By submitting code as an individual you agree that anyone may use your ammendments, fixes, patches, changes, modifications, submissions and creations in the production of this project and that the ownership of your submissions transfers to the project in its' entirety.
When submitting an issue, there's a few guidelines we'd ask you to respect to make it easier to manage (and for others to understand):
- Search the issue tracker before you submit your issue - it may already be present.
- When opening an issue, a template is provided for you. Please provide as much information as requested to ensure others are able to act upon the requests or bug report.
- Please ensure you add screenshots or documentation references for bugs/changes so we can quickly ascertain if the request is suitable.
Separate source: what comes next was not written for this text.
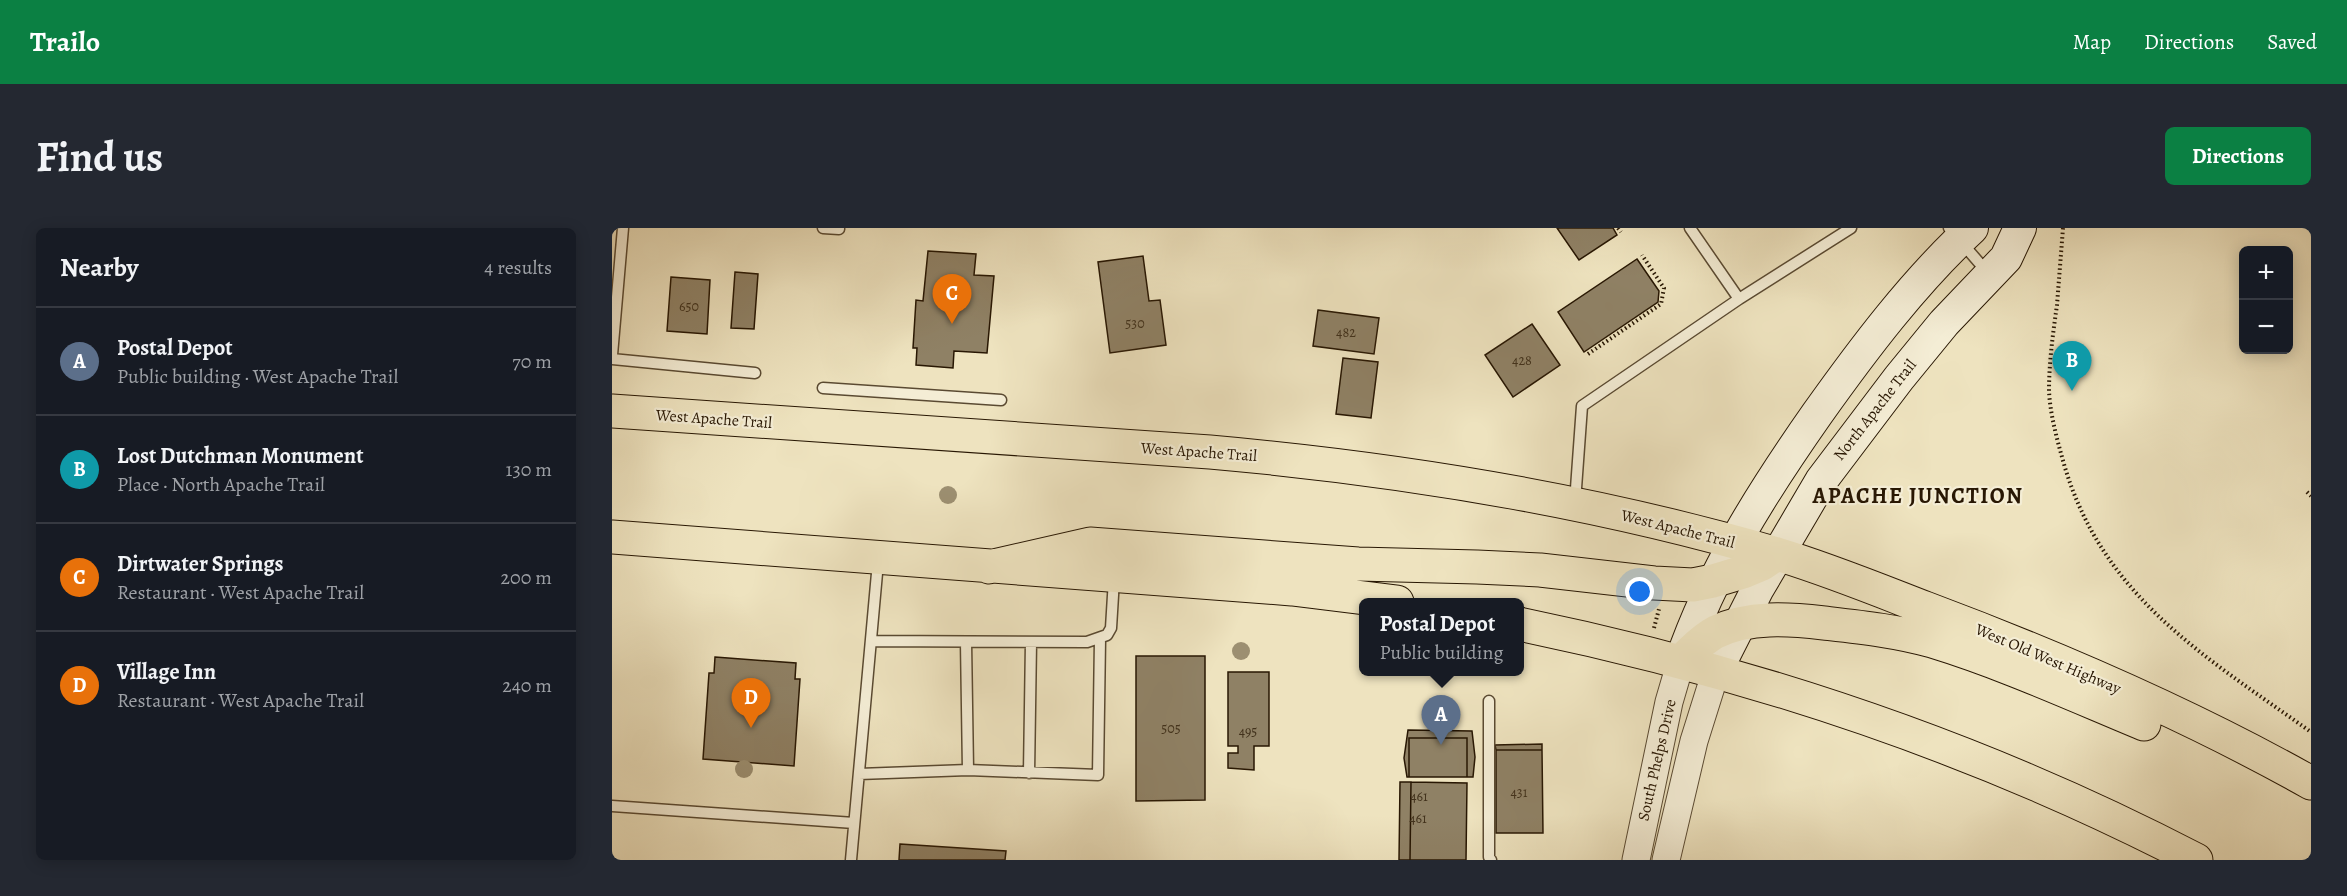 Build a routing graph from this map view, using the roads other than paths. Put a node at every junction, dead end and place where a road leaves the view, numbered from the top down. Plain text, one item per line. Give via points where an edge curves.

In order to be 'assigned' an issue, please comment on the issue itself - we can then assign your GitHub account to that particular issue.
If you wish to add a new feature or you spot a bug that you wish to fix, please open an issue for it first
The work-flow for submitting a new pull request is designed to be simple, but also to ensure consistency from all contributors:
- Fork the project into your personal space on GitHub.com.
- Create a new branch (with the name issue-issue_number, replacing issue_number with the issue number you're resolving).
- Commit your changes.
- When writing commit messages, consider closing your issues via the commit message (by including "fix #22" or "fixes #22", for example ).
- The issues will be referenced in the first instance and then closed once the MR is accepted.
- Push the commit(s) to your fork.
- Submit a pull request (PR) to the master branch.
- The PR title should describe the change that has been made.
- The PR description should confirm what changes have been made and how you know they're correct (with references).
- Please include any relevant screenshots to prove the changes work
- Ensure you link any relevant issues in the merge request (you can type hash and the issue ID, eg #275). Comment on those issues linking back to the PR (you can reference PRs in the same way as issues, using the format #pr-id).
- Be prepared to answer any questions about your PR when it is reviewed for acceptance.
Please keep your changes in a single PR as small as possible (relating to one issue) as this makes it easier to review and accept. Large PRs with a small error will prevent the entire PR from being accepted (and could potentially miss the airac/sector release date).
As contributors and maintainers of this project, we pledge to respect all people who contribute through reporting issues, posting feature requests, updating documentation, submitting merge requests or patches, and other activities.
Project maintainers have the right and responsibility to remove, edit, or reject comments, commits, code, issues and other contributions that are not aligned to this Code of Conduct.
This Code of Conduct applies both within this project space and public spaces when an individual is representing the project or its community.